### WHAT TO PRODUCE
The exercise asks you to copy every line below in which "Left" appears.

[Items from a data source]
◆ ◆ ◆ ◆ ◆ ◆ ◆

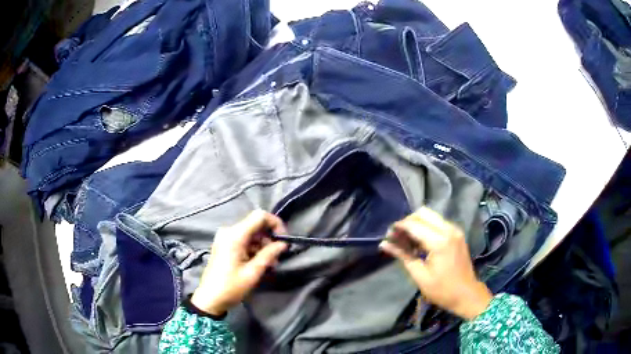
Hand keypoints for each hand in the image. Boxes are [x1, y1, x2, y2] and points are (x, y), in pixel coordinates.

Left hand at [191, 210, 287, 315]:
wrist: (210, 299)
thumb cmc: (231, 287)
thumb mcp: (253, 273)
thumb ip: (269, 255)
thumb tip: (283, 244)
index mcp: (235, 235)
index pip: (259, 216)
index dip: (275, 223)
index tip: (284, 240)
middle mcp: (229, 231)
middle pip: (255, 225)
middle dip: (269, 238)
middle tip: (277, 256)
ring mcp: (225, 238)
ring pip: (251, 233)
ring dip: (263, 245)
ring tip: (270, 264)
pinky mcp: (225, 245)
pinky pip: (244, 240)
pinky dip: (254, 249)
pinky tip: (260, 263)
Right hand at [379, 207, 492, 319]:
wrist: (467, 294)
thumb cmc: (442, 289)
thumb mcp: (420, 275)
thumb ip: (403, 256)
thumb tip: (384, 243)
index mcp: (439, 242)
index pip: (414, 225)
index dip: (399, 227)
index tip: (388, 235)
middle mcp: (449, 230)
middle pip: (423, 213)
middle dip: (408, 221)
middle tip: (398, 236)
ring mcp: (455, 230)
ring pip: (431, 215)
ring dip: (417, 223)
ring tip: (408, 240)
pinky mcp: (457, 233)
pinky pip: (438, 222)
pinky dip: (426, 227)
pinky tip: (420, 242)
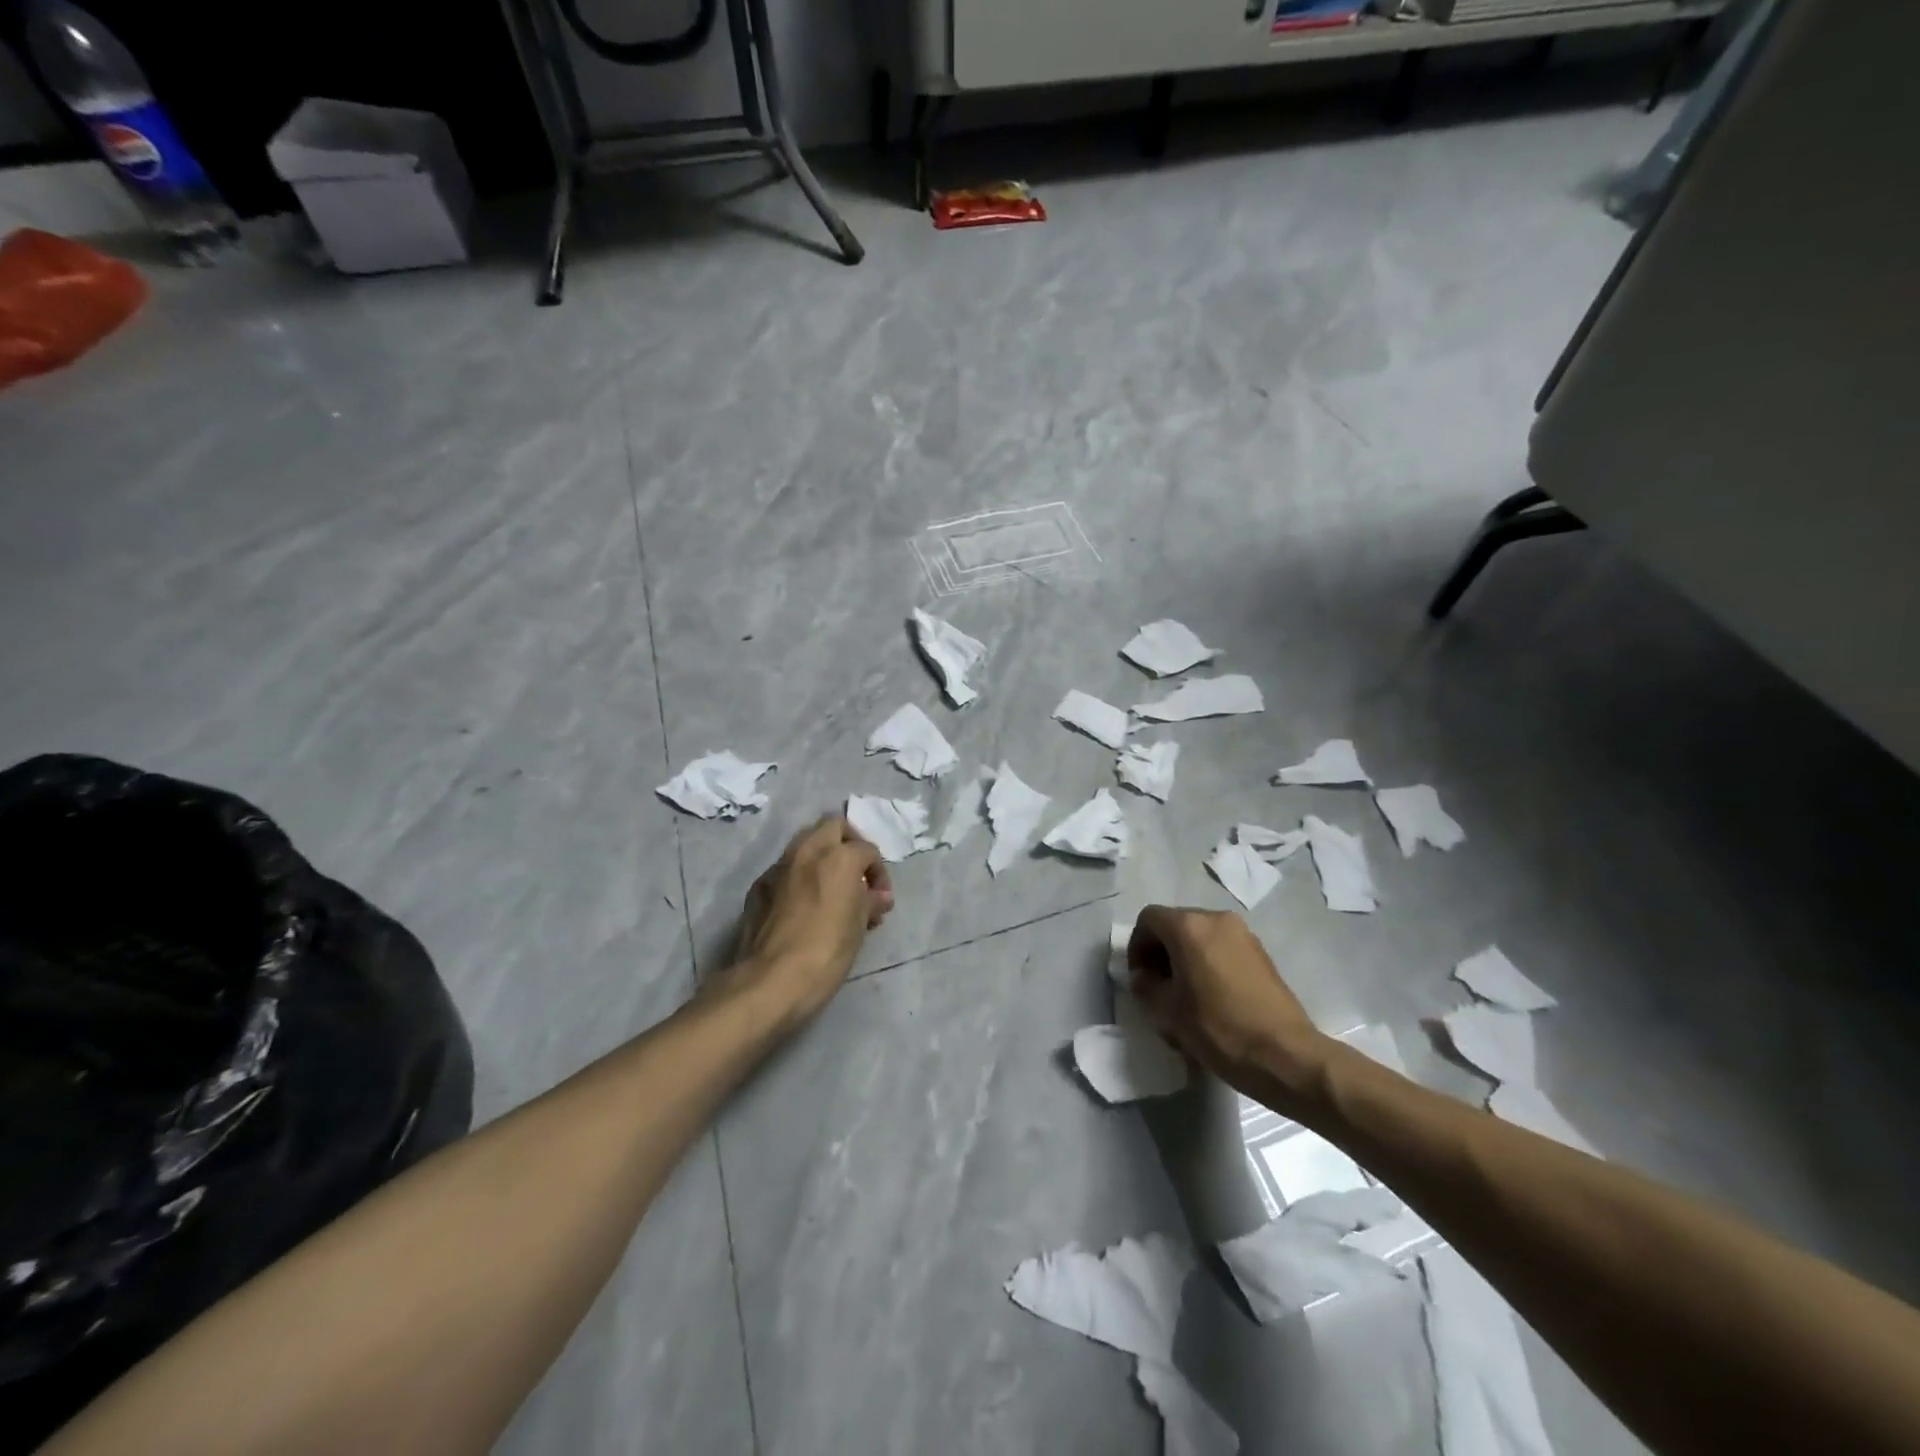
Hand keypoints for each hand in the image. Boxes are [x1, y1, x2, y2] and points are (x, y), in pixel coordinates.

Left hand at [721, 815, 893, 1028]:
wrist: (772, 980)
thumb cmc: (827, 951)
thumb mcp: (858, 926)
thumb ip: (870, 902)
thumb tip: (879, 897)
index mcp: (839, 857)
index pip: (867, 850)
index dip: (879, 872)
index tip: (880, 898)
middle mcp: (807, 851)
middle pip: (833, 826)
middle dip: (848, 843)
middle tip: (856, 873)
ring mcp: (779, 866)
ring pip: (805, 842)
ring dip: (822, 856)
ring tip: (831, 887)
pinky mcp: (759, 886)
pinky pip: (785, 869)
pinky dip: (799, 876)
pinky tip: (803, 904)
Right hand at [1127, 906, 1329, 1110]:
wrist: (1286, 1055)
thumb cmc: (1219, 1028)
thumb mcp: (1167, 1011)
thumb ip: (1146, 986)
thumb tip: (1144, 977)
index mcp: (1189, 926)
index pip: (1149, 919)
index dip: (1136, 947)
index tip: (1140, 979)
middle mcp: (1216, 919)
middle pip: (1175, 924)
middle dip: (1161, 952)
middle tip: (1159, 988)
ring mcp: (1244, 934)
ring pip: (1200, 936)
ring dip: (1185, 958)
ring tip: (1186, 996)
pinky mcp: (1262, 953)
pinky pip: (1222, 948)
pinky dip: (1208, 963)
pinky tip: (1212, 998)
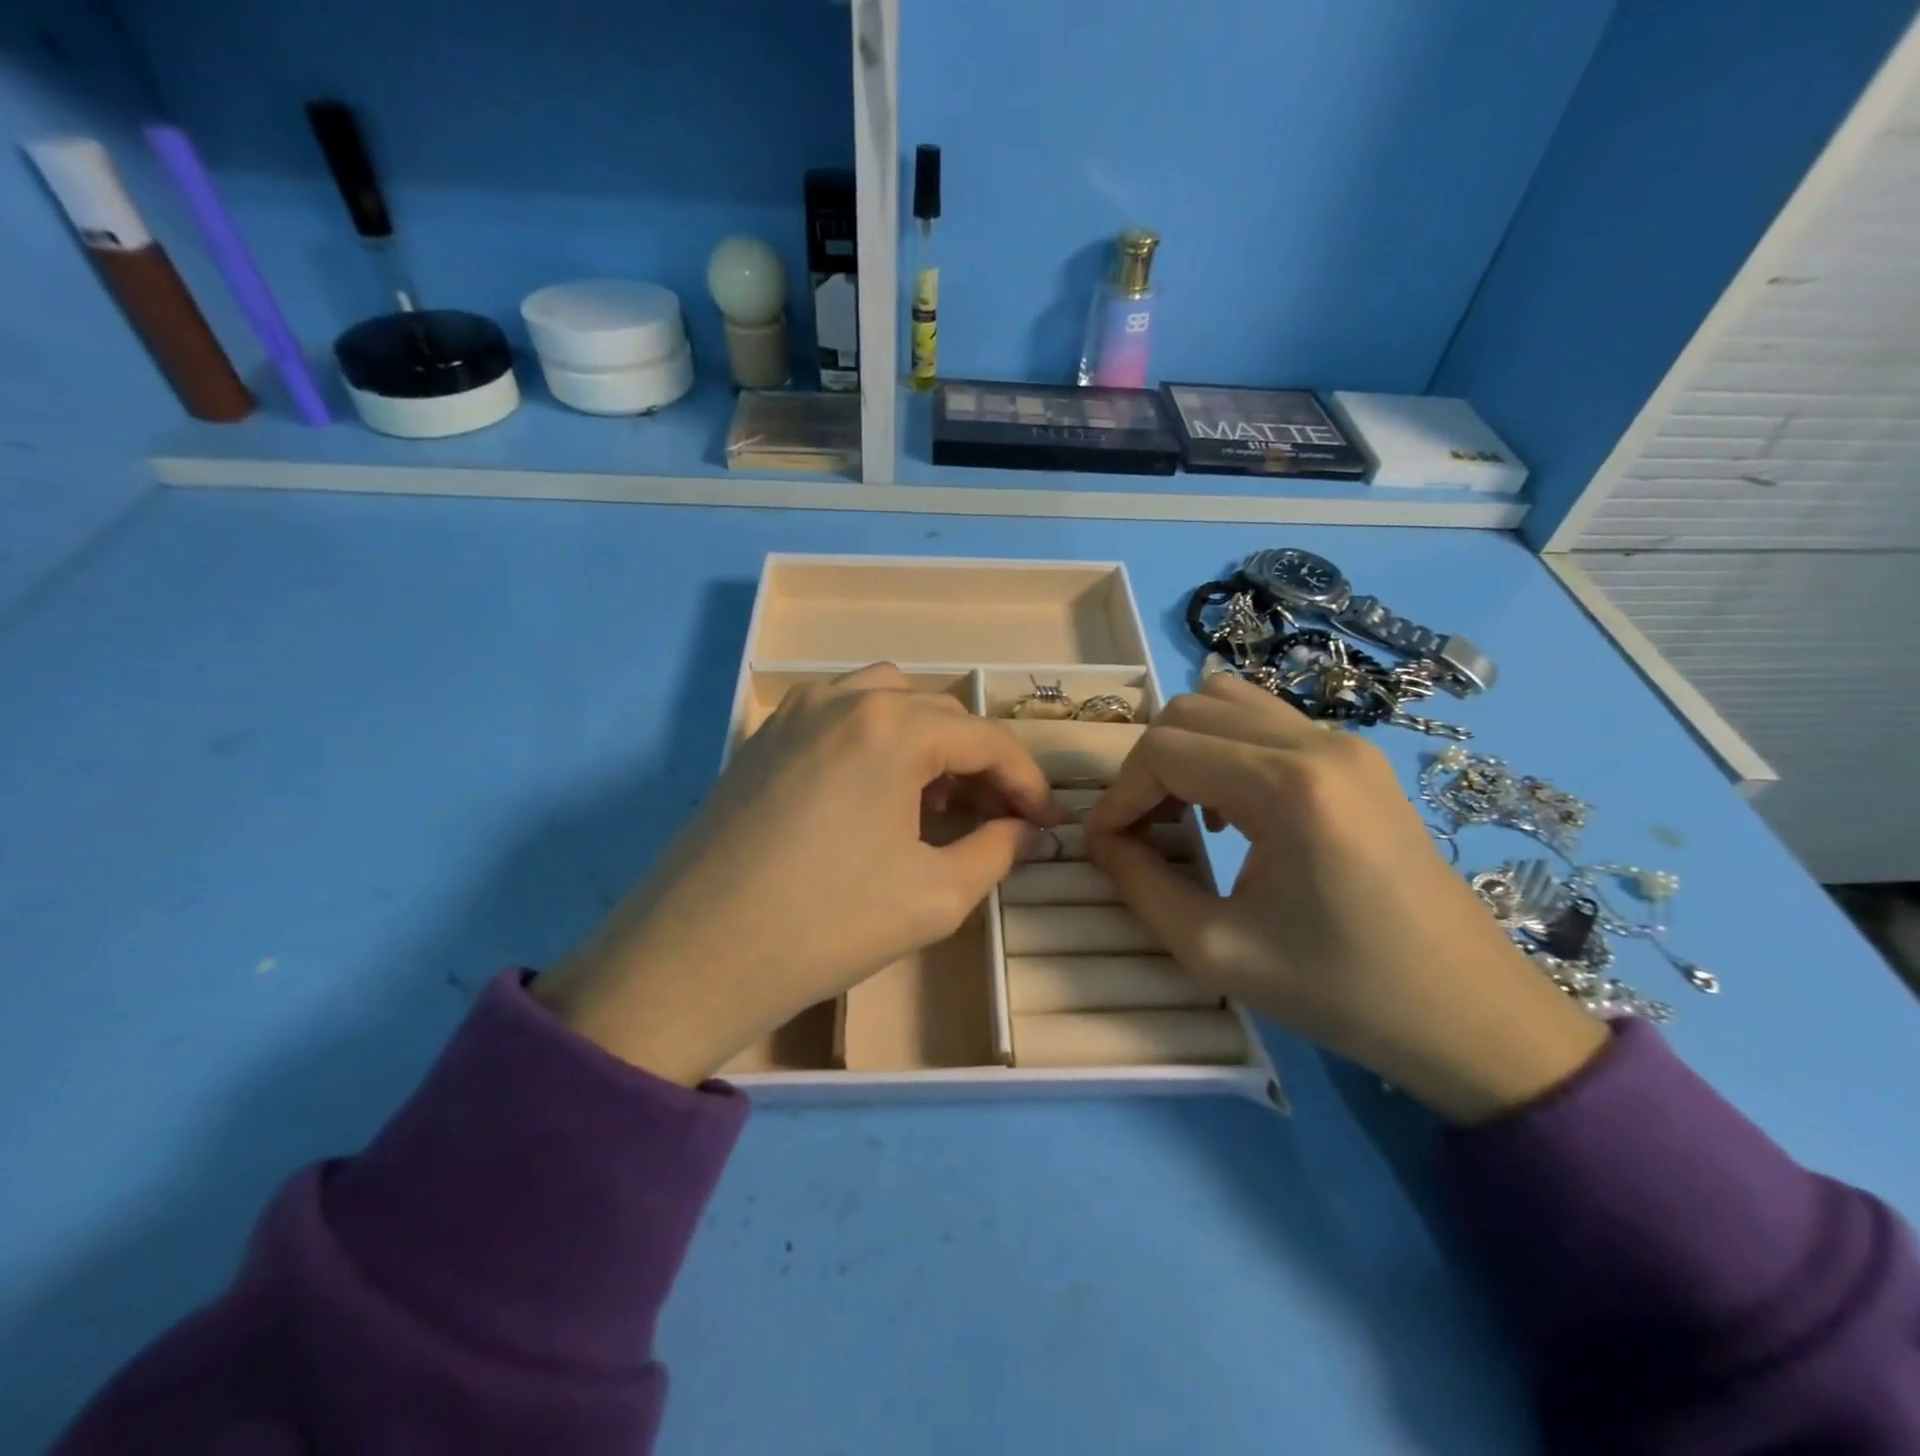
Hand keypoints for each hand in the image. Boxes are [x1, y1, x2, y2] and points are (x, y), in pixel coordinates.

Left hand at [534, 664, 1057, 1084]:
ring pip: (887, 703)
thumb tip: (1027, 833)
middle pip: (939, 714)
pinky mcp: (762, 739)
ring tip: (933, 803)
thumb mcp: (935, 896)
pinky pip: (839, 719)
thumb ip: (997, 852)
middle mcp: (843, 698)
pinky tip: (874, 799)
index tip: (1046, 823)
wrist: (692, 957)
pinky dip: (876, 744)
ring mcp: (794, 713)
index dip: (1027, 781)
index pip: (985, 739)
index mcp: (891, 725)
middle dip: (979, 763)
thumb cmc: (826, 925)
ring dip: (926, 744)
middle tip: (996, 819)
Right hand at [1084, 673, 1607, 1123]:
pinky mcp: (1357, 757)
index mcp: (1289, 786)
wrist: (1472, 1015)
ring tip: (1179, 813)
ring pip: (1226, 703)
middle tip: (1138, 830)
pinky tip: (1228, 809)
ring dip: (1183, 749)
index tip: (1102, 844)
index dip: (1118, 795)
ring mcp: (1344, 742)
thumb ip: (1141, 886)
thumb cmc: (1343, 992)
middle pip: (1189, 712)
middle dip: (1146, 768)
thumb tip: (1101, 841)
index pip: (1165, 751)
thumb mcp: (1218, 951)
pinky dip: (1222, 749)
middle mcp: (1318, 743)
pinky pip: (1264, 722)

◆ ◆ ◆ ◆ ◆ ◆ ◆

### RESPONSE TO THE TASK
Left hand at [191, 210, 287, 315]:
Left hand at [721, 815, 893, 1028]:
Left hand at [534, 664, 1057, 1084]:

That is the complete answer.